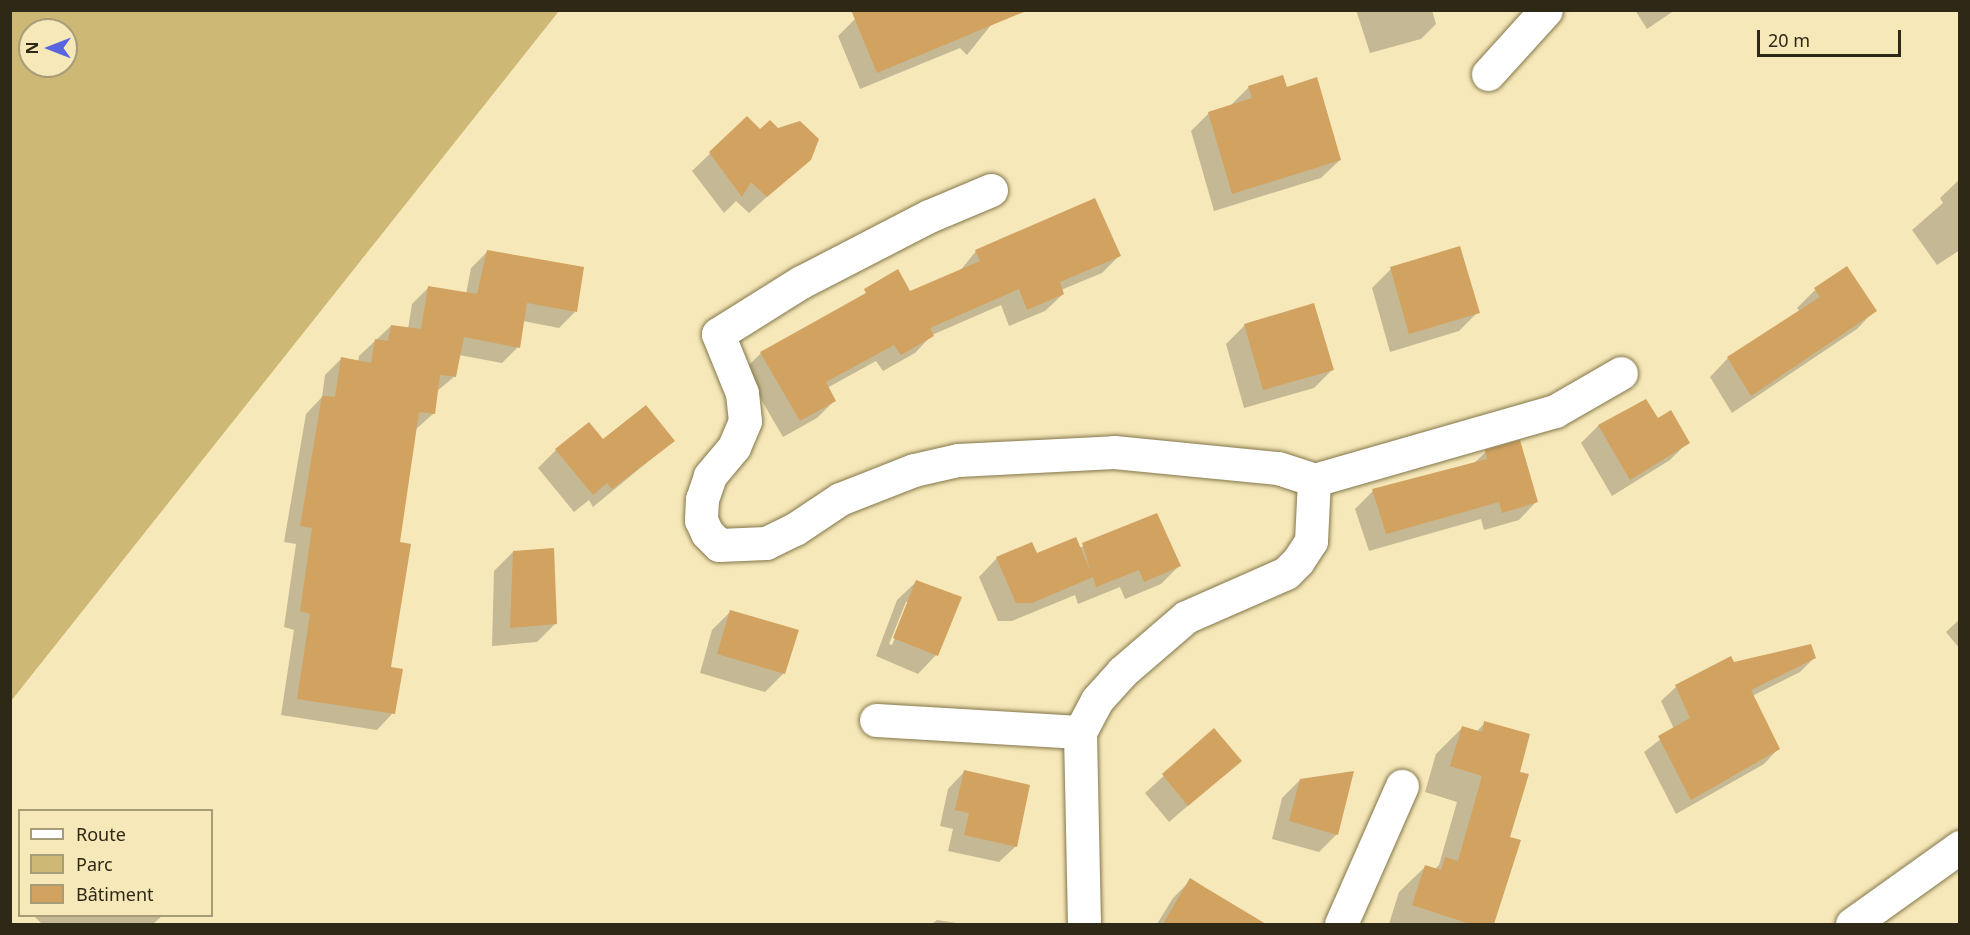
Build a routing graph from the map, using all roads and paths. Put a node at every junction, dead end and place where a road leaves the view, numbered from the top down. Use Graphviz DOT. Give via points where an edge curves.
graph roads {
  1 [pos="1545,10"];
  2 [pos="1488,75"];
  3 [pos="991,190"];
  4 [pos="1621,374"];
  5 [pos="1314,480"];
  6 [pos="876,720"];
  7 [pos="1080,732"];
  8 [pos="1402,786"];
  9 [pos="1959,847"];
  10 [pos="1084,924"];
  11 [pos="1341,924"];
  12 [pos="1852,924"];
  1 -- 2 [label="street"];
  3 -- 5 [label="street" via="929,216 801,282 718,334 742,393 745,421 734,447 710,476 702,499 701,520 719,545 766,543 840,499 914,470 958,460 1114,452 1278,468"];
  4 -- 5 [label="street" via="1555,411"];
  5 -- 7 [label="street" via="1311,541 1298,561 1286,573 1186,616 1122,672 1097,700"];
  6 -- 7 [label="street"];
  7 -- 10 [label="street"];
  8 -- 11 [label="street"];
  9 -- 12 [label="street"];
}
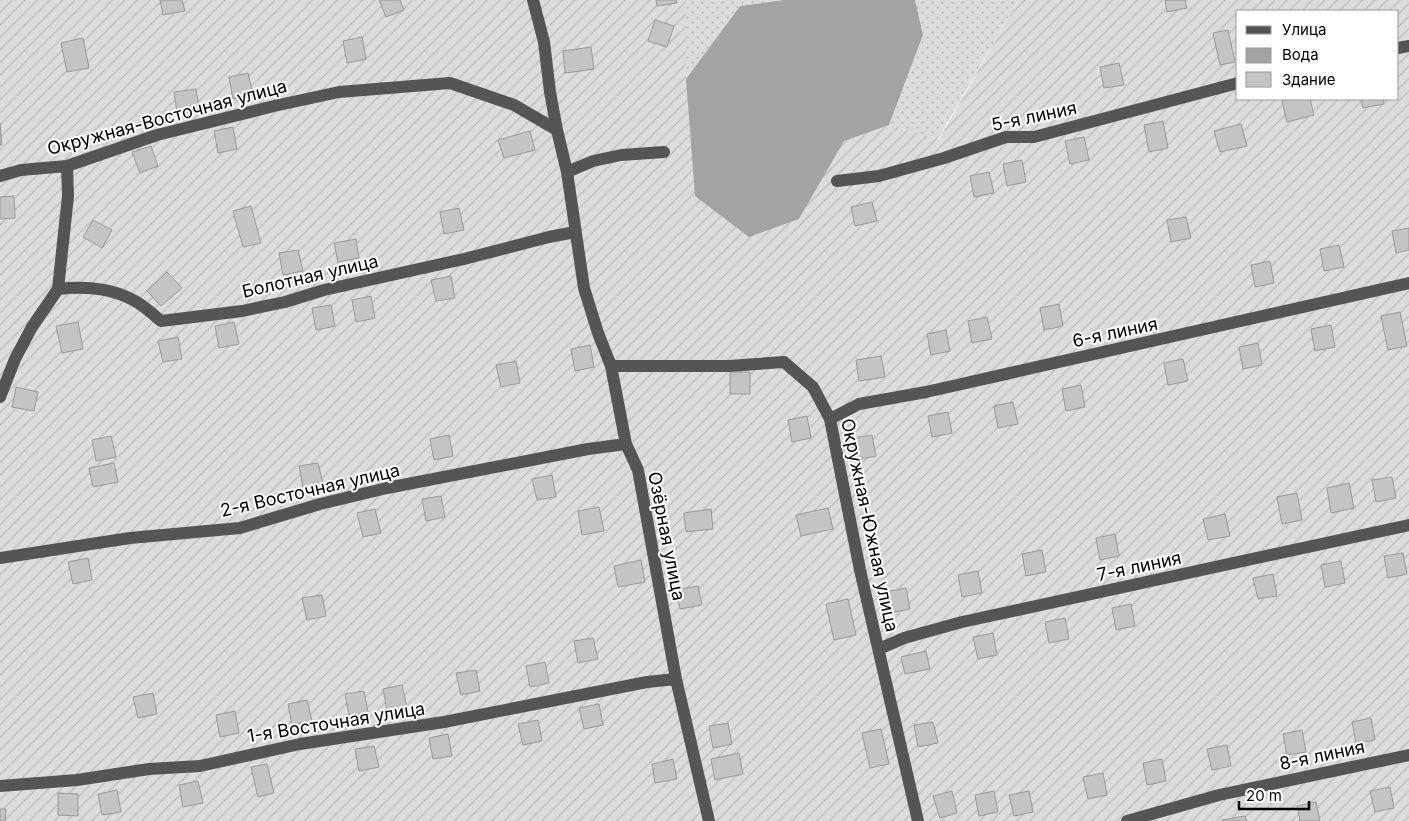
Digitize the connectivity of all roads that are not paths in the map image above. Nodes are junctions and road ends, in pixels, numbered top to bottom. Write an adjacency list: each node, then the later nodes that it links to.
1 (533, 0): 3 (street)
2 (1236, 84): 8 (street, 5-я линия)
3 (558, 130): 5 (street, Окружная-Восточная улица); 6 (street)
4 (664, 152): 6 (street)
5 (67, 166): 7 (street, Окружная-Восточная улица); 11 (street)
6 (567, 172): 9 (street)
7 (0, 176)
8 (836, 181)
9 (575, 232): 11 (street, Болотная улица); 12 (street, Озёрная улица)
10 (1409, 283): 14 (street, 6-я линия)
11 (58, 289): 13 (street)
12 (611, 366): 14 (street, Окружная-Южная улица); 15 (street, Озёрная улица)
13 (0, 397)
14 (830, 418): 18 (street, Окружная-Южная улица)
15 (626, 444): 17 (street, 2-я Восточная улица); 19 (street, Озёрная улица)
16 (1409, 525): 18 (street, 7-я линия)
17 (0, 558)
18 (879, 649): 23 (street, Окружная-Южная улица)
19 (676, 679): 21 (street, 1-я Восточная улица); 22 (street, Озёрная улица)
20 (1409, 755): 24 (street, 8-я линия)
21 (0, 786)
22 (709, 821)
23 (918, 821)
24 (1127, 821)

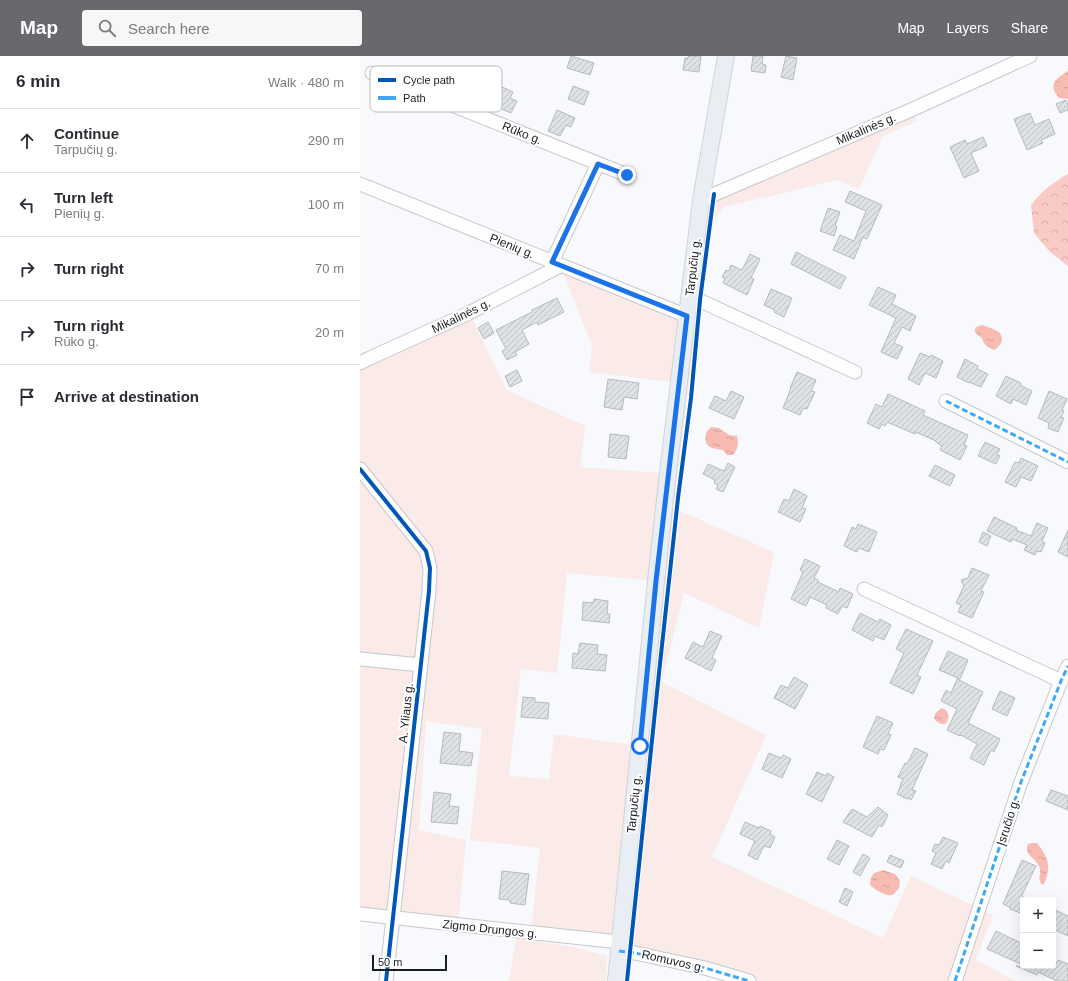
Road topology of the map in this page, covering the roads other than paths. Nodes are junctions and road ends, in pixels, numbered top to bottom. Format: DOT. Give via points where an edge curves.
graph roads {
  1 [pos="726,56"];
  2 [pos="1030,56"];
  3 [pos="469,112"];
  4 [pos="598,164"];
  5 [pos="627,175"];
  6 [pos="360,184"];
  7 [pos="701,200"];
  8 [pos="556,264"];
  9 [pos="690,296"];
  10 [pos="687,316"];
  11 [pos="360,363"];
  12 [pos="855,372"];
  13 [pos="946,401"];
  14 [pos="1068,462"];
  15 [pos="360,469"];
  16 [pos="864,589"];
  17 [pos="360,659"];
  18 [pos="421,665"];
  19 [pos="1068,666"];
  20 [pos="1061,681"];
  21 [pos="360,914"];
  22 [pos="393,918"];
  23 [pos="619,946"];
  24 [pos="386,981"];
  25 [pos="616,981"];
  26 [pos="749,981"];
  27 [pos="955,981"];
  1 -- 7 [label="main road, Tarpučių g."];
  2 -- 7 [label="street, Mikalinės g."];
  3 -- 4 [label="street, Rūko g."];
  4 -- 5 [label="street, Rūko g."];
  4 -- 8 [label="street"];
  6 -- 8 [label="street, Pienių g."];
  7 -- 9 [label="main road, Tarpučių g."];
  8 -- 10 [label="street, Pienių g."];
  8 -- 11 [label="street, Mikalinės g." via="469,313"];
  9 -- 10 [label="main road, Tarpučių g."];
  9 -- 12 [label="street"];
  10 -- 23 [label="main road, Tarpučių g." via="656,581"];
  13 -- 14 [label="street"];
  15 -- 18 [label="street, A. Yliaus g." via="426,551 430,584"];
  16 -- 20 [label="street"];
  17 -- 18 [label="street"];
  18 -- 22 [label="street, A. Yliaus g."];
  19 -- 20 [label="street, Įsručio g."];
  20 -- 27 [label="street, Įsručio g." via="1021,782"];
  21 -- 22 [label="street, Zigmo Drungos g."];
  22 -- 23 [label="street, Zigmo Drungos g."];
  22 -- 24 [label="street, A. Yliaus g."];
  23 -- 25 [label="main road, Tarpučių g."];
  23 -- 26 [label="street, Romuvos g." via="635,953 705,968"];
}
■ ■ ■ ■ ■
**Work instructions**
Where the data contains images, drop them and print the rest exactly.

**Answer section**
Build a routing graph from the map, using all roads and paths. Put a node at every junction, dead end and place where a road leaves the view, numbered from the top down. Use Graphviz DOT. Give via points where an edge curves.
graph roads {
  1 [pos="1545,10"];
  2 [pos="1488,75"];
  3 [pos="991,190"];
  4 [pos="1621,374"];
  5 [pos="1314,480"];
  6 [pos="876,720"];
  7 [pos="1080,732"];
  8 [pos="1402,786"];
  9 [pos="1959,847"];
  10 [pos="1084,924"];
  11 [pos="1341,924"];
  12 [pos="1852,924"];
  1 -- 2 [label="street"];
  3 -- 5 [label="street" via="929,216 801,282 718,334 742,393 745,421 734,447 710,476 702,499 701,520 719,545 766,543 840,499 914,470 958,460 1114,452 1278,468"];
  4 -- 5 [label="street" via="1555,411"];
  5 -- 7 [label="street" via="1311,541 1298,561 1286,573 1186,616 1122,672 1097,700"];
  6 -- 7 [label="street"];
  7 -- 10 [label="street"];
  8 -- 11 [label="street"];
  9 -- 12 [label="street"];
}
Digitize the connectivity of all roads that are not paths in the map image above. Nodes are junctions and road ends, in pixels, numbered top to bottom. Write an adjacency list: each node, then the later nodes that it links to.
1 (533, 0): 3 (street)
2 (1236, 84): 8 (street, 5-я линия)
3 (558, 130): 5 (street, Окружная-Восточная улица); 6 (street)
4 (664, 152): 6 (street)
5 (67, 166): 7 (street, Окружная-Восточная улица); 11 (street)
6 (567, 172): 9 (street)
7 (0, 176)
8 (836, 181)
9 (575, 232): 11 (street, Болотная улица); 12 (street, Озёрная улица)
10 (1409, 283): 14 (street, 6-я линия)
11 (58, 289): 13 (street)
12 (611, 366): 14 (street, Окружная-Южная улица); 15 (street, Озёрная улица)
13 (0, 397)
14 (830, 418): 18 (street, Окружная-Южная улица)
15 (626, 444): 17 (street, 2-я Восточная улица); 19 (street, Озёрная улица)
16 (1409, 525): 18 (street, 7-я линия)
17 (0, 558)
18 (879, 649): 23 (street, Окружная-Южная улица)
19 (676, 679): 21 (street, 1-я Восточная улица); 22 (street, Озёрная улица)
20 (1409, 755): 24 (street, 8-я линия)
21 (0, 786)
22 (709, 821)
23 (918, 821)
24 (1127, 821)

Road topology of the map in this page, covering the roads other than paths. Nodes are junctions and road ends, in pixels, numbered top to bottom. Format: DOT. Give via points where an edge curves.
graph roads {
  1 [pos="726,56"];
  2 [pos="1030,56"];
  3 [pos="469,112"];
  4 [pos="598,164"];
  5 [pos="627,175"];
  6 [pos="360,184"];
  7 [pos="701,200"];
  8 [pos="556,264"];
  9 [pos="690,296"];
  10 [pos="687,316"];
  11 [pos="360,363"];
  12 [pos="855,372"];
  13 [pos="946,401"];
  14 [pos="1068,462"];
  15 [pos="360,469"];
  16 [pos="864,589"];
  17 [pos="360,659"];
  18 [pos="421,665"];
  19 [pos="1068,666"];
  20 [pos="1061,681"];
  21 [pos="360,914"];
  22 [pos="393,918"];
  23 [pos="619,946"];
  24 [pos="386,981"];
  25 [pos="616,981"];
  26 [pos="749,981"];
  27 [pos="955,981"];
  1 -- 7 [label="main road, Tarpučių g."];
  2 -- 7 [label="street, Mikalinės g."];
  3 -- 4 [label="street, Rūko g."];
  4 -- 5 [label="street, Rūko g."];
  4 -- 8 [label="street"];
  6 -- 8 [label="street, Pienių g."];
  7 -- 9 [label="main road, Tarpučių g."];
  8 -- 10 [label="street, Pienių g."];
  8 -- 11 [label="street, Mikalinės g." via="469,313"];
  9 -- 10 [label="main road, Tarpučių g."];
  9 -- 12 [label="street"];
  10 -- 23 [label="main road, Tarpučių g." via="656,581"];
  13 -- 14 [label="street"];
  15 -- 18 [label="street, A. Yliaus g." via="426,551 430,584"];
  16 -- 20 [label="street"];
  17 -- 18 [label="street"];
  18 -- 22 [label="street, A. Yliaus g."];
  19 -- 20 [label="street, Įsručio g."];
  20 -- 27 [label="street, Įsručio g." via="1021,782"];
  21 -- 22 [label="street, Zigmo Drungos g."];
  22 -- 23 [label="street, Zigmo Drungos g."];
  22 -- 24 [label="street, A. Yliaus g."];
  23 -- 25 [label="main road, Tarpučių g."];
  23 -- 26 [label="street, Romuvos g." via="635,953 705,968"];
}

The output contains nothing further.